His comments come after a difficult few days for the government, which has seen its opening salvo in crucial “reprofiling” talks met with a cool response from bondholders.
In recent days, a number of large creditors have indicated their unhappiness with Argentina’s offer, with at least three separate groups indicating they will reject it, paving the way for a difficult negotiation with a crucial deadline looming.
In an interview with Radio El Destape, Guzmán said Tuesday that the reaction was to be expected. However, he said Argentina would not come back with a better offer – and that bondholders know the country can’t pay up right now.
"They [the bondholders] had a fairly precise idea of what to expect, there has been a lot of discussion about Argentina's ability to pay," said Guzmán.
On Friday, after announcing its proposal a day earlier, the government presented an offer to creditors to restructure more than US$66 billion of debt issued under foreign law.
Under Argentina's proposal, payments would be stalled until 2023, with a large 62 percent cut in interest. Bondholders would exchange their securities for new ones with interest rates that start at zero and gradually increase, creating an average rate of 2.33 percent – below what’s typical for emerging-market debt. The haircut on principal is relatively small at just US$3.6 billion, while the cut on interest obligations totals US$37.9 billion.
"The offer is what it is, and it is already in the US Securities and Exchange Commission (SEC)," Guzmán said, reiterating that for the next three years "nothing can be paid."
President Alberto Fernández, who said last week that Argentina was in a “kind of virtual default,” has repeatedly said he wants to pay down the country’s debt, but says there’s no money to pay up at the moment.
At least two creditor groups have publicly rejected Argentina's debt restructuring proposal issued late Friday, placing a cloud of the government's hopes of renegotiating its dollar-denominated foreign debt load and avoiding another default..
On Monday, the Argentina Creditor Committee (ACC) and the Group of Exchange Bond Holders (also Grupo de Titulares de Bonos de Canje), expressed their rejection of the offer. Wall Street analysts, meanwhile, described the proposal as aggressive and said it would need reworking in order to win over bondholders.
The ACC, which groups together investment funds including BlackRock, Greylock Capital and Fidelity, said in a statement issued Monday that it had "reviewed the proposal made by Argentina and unfortunately [we] cannot support it."
He added that "the unilateral offer [Argentina] has fallen far below the expectations of the bondholders, and there have been no significant discussions."
For its part, the Group of Exchange Bond Holders described the proposal as "unacceptable,” adding that it has “no intention of supporting it."
Matías Rajnerman, chief economist at the Buenos Aires-based Ecolatina consulting firm, considered that a "rejection by creditors is never ideal, but it is logical because the proposal is a negotiation."
"The proposal is less aggressive than expected, but nobody says it is lax," he told AFP in an interview.
Guzmán said he wasn’t phased by the move, implying it was a negotiating tactic.
"The expressions of rejection were expected,” he said. “It is also part of a process in which the other party seeks to pressure Argentina to offer more, which cannot be done because offering more is not sustainable," he said.
A source inside the Economy Ministry told AFP that the reaction was “foreseeable.”
Nonetheless, the window for Argentina to seal a debt deal is small.
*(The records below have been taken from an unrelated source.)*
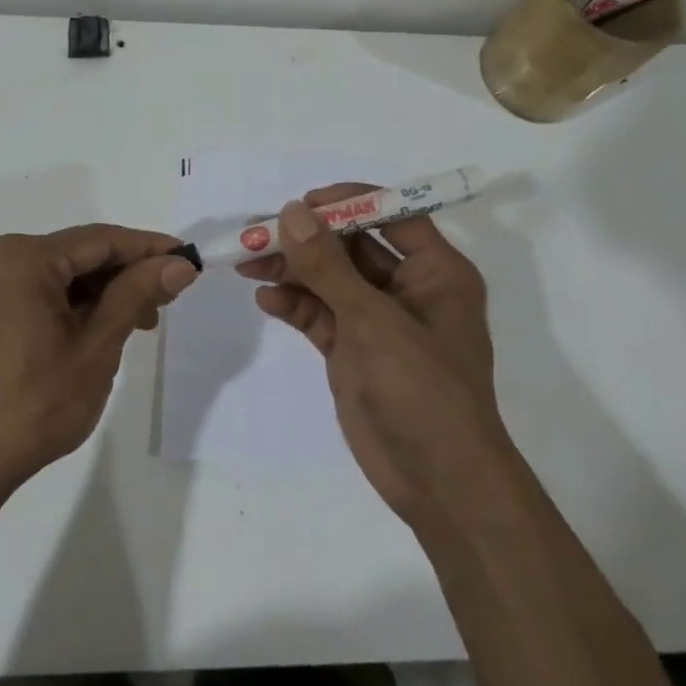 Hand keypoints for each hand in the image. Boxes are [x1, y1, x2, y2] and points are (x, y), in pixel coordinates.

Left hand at [0, 225, 197, 513]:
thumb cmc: (34, 404)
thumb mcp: (96, 347)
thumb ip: (136, 295)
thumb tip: (180, 264)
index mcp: (22, 259)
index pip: (100, 240)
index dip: (149, 247)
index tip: (189, 259)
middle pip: (78, 254)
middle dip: (125, 275)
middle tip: (167, 301)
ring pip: (60, 275)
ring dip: (102, 293)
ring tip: (139, 324)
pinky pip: (38, 292)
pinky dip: (73, 305)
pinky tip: (100, 329)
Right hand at [239, 185, 505, 533]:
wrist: (438, 482)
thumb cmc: (422, 390)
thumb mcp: (373, 321)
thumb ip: (328, 266)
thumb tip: (292, 212)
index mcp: (435, 272)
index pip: (392, 215)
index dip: (348, 202)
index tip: (301, 203)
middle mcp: (408, 290)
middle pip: (352, 247)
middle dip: (307, 239)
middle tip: (258, 233)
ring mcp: (378, 322)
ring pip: (329, 281)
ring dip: (292, 270)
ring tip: (247, 264)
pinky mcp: (353, 351)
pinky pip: (319, 315)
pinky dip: (294, 305)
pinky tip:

Creditors were given until May 7 to agree to the offer, just over 20 days.
The country has US$3.5 billion in payments on foreign-law bonds due the rest of 2020, according to Buenos Aires-based consulting firm 1816 Economia y Estrategia, including US$500 million in interest payments on the bonds in question, due this Wednesday, April 22.
Argentina is not expected to meet that deadline, which would put the country in a one-month-long race against time before officially being declared in default.
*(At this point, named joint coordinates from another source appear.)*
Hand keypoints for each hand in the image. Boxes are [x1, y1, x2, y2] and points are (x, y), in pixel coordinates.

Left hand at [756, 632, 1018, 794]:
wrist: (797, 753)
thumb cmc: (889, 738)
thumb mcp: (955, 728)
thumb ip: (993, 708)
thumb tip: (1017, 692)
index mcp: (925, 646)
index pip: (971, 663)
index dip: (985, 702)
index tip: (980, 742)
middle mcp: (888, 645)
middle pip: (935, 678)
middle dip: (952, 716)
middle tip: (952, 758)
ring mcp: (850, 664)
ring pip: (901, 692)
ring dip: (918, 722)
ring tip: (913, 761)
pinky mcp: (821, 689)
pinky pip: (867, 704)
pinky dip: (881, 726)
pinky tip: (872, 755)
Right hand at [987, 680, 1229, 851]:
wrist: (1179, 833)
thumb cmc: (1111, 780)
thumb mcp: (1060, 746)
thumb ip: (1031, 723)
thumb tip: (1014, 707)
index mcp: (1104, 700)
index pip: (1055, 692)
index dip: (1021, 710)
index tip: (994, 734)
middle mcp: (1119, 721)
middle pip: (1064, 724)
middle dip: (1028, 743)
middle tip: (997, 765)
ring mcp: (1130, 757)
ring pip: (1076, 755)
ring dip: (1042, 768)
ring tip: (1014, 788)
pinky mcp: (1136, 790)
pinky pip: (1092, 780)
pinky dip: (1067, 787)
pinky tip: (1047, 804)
The government inherited a debt load that had increased from 52 percent of GDP to 91 percent during the four years of the Mauricio Macri government. The Central Bank says that total public debt reached US$323 billion at the end of 2019, when President Fernández took office.
At least US$44 billion of that is owed to the International Monetary Fund (IMF), which Macri tapped for a huge loan in 2018 amid a currency crisis.
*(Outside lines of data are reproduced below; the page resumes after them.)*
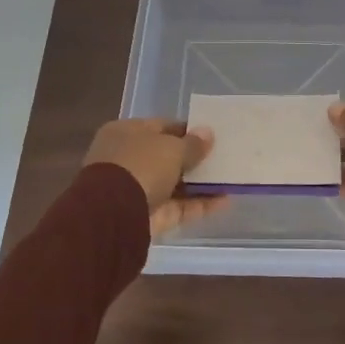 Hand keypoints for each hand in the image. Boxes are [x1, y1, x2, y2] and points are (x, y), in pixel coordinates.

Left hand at [83, 118, 230, 237]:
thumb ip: (192, 143)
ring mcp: (136, 190)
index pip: (160, 127)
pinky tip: (225, 201)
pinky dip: (199, 204)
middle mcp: (128, 160)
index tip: (210, 135)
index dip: (186, 130)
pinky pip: (178, 207)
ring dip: (200, 183)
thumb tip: (208, 133)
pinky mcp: (148, 217)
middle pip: (166, 157)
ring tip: (230, 179)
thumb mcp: (171, 148)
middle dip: (193, 158)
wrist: (114, 215)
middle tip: (222, 157)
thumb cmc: (140, 166)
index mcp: (125, 133)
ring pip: (174, 184) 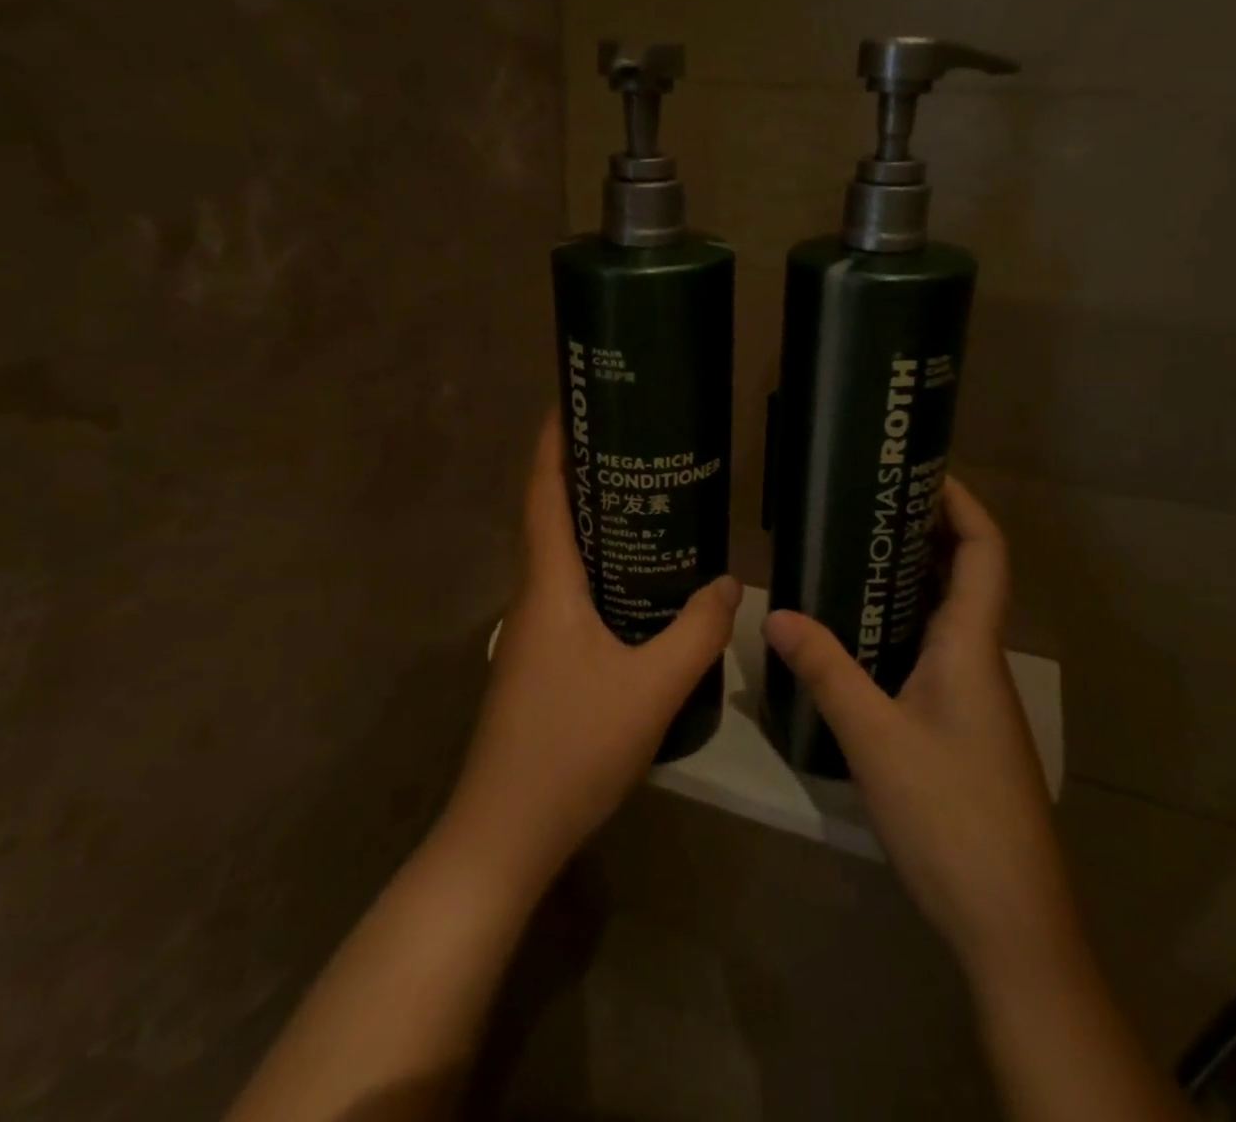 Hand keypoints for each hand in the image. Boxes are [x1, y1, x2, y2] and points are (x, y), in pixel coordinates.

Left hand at [440, 411, 741, 894]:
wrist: (504, 835)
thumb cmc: (572, 748)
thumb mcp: (651, 688)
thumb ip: (697, 632)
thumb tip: (731, 583)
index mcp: (547, 586)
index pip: (543, 494)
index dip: (553, 443)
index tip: (573, 401)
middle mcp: (531, 598)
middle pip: (551, 517)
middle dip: (582, 474)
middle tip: (634, 446)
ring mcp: (530, 632)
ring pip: (559, 558)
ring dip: (590, 523)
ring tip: (644, 503)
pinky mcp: (538, 661)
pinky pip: (568, 592)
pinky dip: (596, 568)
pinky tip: (635, 586)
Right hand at [762, 478, 1075, 989]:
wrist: (1009, 922)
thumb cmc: (950, 815)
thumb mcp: (874, 737)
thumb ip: (825, 670)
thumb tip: (774, 613)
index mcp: (971, 646)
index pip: (985, 553)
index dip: (964, 505)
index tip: (924, 471)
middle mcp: (979, 660)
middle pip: (966, 575)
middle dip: (926, 533)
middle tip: (867, 507)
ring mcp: (973, 697)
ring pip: (947, 616)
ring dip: (910, 580)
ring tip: (853, 556)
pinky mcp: (962, 727)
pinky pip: (933, 652)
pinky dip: (902, 626)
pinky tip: (859, 637)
Argentina has been gripped by recession for two years and its economy is predicted to contract by 5.7 percent this year as a result of the coronavirus pandemic and subsequent nationwide shutdown, according to an IMF forecast.
"The pandemic disadvantages the Argentine negotiation because there are many more urgent matters for the State than for the creditors. The coronavirus, unfortunately, works against negotiating," said Rajnerman.